**What is required**
Give again every line from the one with "thumb tip: (447, 348)" through the last line of the data, exactly, and leave out the lines before it.

+ + + +

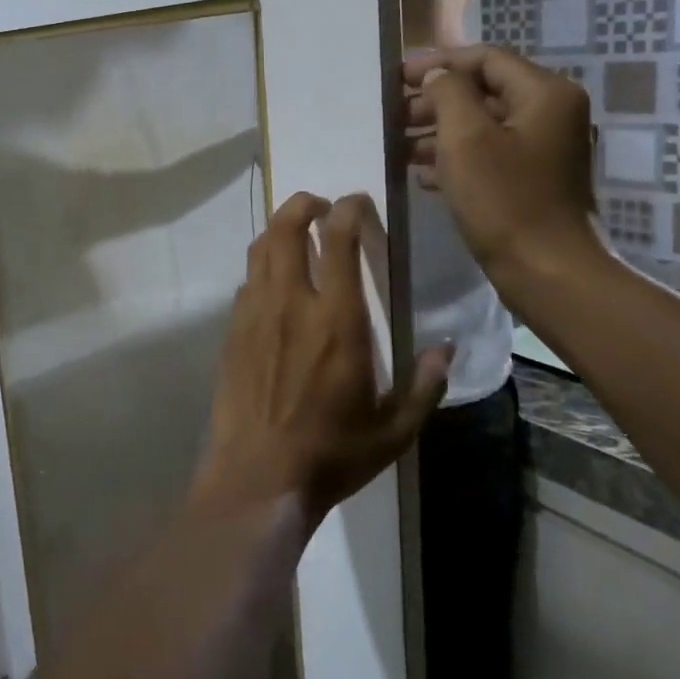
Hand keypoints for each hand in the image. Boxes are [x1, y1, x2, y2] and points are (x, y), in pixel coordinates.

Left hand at [197, 193, 451, 527]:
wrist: (258, 476)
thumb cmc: (332, 453)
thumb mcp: (395, 430)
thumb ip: (424, 385)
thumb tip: (447, 348)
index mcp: (338, 320)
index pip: (339, 241)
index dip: (347, 210)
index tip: (355, 202)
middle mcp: (292, 303)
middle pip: (287, 229)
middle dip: (303, 204)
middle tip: (319, 204)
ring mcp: (255, 314)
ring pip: (260, 250)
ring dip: (278, 229)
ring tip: (295, 230)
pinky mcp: (232, 332)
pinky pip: (246, 282)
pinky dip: (262, 267)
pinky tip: (273, 282)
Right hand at [405, 45, 608, 306]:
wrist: (548, 272)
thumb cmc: (505, 200)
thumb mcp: (465, 138)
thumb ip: (447, 93)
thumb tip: (436, 75)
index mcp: (544, 93)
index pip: (485, 58)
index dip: (438, 63)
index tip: (395, 78)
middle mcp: (551, 113)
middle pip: (484, 91)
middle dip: (434, 101)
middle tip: (392, 117)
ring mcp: (544, 149)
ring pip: (483, 125)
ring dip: (439, 132)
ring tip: (398, 147)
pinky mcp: (533, 180)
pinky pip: (489, 155)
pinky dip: (455, 158)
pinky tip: (422, 176)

+ + + +

**Answer space**
thumb tip: (447, 348)
index mcp: (338, 320)
index pip: (339, 241)
index dip: (347, 210)
index tip: (355, 202)
middle mcp: (292, 303)
middle pip: (287, 229)
middle dip: (303, 204)
middle tip: (319, 204)
ring mcp: (255, 314)
ring pip: (260, 250)
ring dip: (278, 229)
ring tip: (295, 230)
pinky mcp: (232, 332)
pinky pip: (246, 282)
pinky dip: (262, 267)
pinky tip: (273, 282)
Right hand at [405, 45, 608, 306]:
wrist: (548, 272)
thumb cmc: (505, 200)
thumb mcp: (465, 138)
thumb ip: (447, 93)
thumb tip: (436, 75)
index mcp: (544, 93)
index pip: (485, 58)
index dip: (438, 63)
index tip: (395, 78)
middle mcp: (551, 113)
middle pip: (484, 91)
middle dip: (434, 101)
middle tip: (392, 117)
ring mcp: (544, 149)
ring pip: (483, 125)
ring dip: (439, 132)
ring tip: (398, 147)
pinky mcp: (533, 180)
pinky pip: (489, 155)
pinky dip: (455, 158)
pinky tip: (422, 176)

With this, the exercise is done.